La montagne du diable de Teufelsberg est un paradis pour le street art
Teufelsberg (montagne du diable en allemand) est une colline artificielle de 114 mètres de haut construite avec les gravats des bâtiments de Berlin détruits lors du bombardement de la ville
.
La NSA américaine a construit à son sommet une base d’écoute, « the spy factory« , pour espionner les fréquences radio de l’ancien bloc de l’Est. Abandonné depuis 1992, ce site est devenu l’un des hauts lieux de la culture alternative berlinoise, un paradis pour les street artistes. Voici un résumé d’une visite étonnante et décalée.
Tout démarre par une rencontre inopinée, celle de Patrick (alias Plotterroboter KEN) sur le marché aux puces de Mauerpark, dans le quartier de Prenzlauerberg à Berlin.

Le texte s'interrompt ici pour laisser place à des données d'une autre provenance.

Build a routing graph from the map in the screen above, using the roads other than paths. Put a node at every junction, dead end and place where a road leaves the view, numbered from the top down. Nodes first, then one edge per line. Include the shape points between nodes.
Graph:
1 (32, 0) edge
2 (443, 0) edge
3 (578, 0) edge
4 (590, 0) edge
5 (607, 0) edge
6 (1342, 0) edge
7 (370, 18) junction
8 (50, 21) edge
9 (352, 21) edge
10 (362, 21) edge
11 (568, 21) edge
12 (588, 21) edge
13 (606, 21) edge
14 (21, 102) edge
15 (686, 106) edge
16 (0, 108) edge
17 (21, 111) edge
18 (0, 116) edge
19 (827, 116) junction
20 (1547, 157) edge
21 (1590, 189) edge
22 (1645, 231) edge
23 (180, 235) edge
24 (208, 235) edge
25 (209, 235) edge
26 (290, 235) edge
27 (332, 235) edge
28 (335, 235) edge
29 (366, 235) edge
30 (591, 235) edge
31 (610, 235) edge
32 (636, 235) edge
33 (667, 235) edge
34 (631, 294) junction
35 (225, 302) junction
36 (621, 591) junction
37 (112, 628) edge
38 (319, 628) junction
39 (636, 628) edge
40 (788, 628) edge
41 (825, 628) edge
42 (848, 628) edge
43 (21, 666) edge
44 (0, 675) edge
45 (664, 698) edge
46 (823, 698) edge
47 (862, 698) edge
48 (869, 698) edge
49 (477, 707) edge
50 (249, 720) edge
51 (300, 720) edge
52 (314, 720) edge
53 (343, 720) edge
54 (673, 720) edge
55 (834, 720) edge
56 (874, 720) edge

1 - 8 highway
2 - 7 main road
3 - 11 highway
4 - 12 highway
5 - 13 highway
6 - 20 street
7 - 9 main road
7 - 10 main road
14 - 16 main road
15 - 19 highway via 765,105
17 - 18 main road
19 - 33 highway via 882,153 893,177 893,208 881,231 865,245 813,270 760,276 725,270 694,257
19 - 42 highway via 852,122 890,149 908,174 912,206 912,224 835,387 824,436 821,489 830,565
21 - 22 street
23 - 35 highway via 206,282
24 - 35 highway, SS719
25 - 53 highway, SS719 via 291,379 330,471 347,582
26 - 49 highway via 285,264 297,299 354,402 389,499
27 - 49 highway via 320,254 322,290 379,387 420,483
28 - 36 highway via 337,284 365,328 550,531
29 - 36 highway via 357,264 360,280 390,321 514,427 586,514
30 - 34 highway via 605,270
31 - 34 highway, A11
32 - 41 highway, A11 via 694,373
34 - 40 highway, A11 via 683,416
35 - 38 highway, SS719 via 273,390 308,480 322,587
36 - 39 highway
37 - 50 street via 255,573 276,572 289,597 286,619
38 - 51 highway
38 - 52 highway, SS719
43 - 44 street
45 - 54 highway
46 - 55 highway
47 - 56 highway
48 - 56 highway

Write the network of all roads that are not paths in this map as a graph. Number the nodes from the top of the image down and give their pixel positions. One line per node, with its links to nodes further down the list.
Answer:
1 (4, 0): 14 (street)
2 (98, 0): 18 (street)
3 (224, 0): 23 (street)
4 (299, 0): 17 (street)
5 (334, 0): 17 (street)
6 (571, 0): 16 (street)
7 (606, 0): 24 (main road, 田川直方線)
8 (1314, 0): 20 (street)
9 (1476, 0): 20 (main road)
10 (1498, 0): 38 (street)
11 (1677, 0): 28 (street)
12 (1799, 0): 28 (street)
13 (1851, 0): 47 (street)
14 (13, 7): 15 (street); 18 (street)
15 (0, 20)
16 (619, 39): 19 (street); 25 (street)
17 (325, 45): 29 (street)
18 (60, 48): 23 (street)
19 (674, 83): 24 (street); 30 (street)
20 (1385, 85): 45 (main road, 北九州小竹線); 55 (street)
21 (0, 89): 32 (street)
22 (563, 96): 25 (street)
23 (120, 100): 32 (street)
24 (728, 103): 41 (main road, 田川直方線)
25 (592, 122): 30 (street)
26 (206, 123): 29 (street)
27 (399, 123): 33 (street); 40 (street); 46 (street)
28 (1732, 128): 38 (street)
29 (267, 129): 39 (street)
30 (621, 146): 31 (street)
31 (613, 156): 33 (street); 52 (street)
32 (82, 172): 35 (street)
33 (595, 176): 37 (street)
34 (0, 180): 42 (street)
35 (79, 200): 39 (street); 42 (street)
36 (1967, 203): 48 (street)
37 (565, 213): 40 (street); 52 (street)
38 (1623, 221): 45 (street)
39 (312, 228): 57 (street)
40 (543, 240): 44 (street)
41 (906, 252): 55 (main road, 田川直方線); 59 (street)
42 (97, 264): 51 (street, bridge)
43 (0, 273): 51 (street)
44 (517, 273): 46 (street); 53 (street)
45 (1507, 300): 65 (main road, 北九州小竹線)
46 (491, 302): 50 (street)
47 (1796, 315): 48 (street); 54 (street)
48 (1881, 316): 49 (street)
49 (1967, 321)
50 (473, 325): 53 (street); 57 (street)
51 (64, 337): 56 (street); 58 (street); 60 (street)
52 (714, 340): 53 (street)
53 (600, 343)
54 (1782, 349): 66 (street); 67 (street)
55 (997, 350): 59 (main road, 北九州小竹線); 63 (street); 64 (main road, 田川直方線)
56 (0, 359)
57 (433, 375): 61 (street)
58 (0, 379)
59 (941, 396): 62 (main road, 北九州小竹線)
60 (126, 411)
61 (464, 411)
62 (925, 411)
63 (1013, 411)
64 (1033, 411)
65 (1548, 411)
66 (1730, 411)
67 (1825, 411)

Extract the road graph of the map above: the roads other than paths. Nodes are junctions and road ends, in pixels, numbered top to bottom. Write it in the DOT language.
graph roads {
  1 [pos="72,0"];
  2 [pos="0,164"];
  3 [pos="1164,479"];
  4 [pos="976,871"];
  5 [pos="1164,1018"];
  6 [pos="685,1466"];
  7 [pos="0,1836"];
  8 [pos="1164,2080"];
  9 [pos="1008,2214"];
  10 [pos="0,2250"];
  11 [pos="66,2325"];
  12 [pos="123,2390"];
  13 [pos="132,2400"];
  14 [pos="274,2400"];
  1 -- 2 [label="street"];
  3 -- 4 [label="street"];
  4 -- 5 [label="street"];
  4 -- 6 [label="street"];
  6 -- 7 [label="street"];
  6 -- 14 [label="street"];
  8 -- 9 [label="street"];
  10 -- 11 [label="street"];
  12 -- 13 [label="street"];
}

Patrick y vend tous les dimanches ses pochoirs sur cadre. Après avoir photographié plusieurs de ses peintures dans Berlin, je suis enthousiasmé par cette rencontre inattendue. Nous échangeons sur son travail et les lieux souvent improbables qu’il utilise comme un élément important dans ses différents projets artistiques. Patrick aime travailler dans des zones désaffectées, des friches industrielles, sur des supports dégradés, des éléments qui font échos à son style souvent sombre. J’évoque alors avec lui un lieu où je sais qu’il a déjà réalisé des peintures, un lieu réputé mais dont je n’ai pas eu (pris) le temps d’organiser sa visite lors de mon séjour à Berlin : L’ancienne base d’écoute de la NSA de Teufelsberg, la montagne du diable. Qu’à cela ne tienne, Patrick me donne le numéro de portable du responsable des lieux , Shalmon, et me conseille de voir directement avec lui pour découvrir le site.
J’appelle donc Shalmon de la part de Patrick (ce qui se révélera être mon sésame). Nous prenons rendez-vous à l’entrée du site deux heures plus tard.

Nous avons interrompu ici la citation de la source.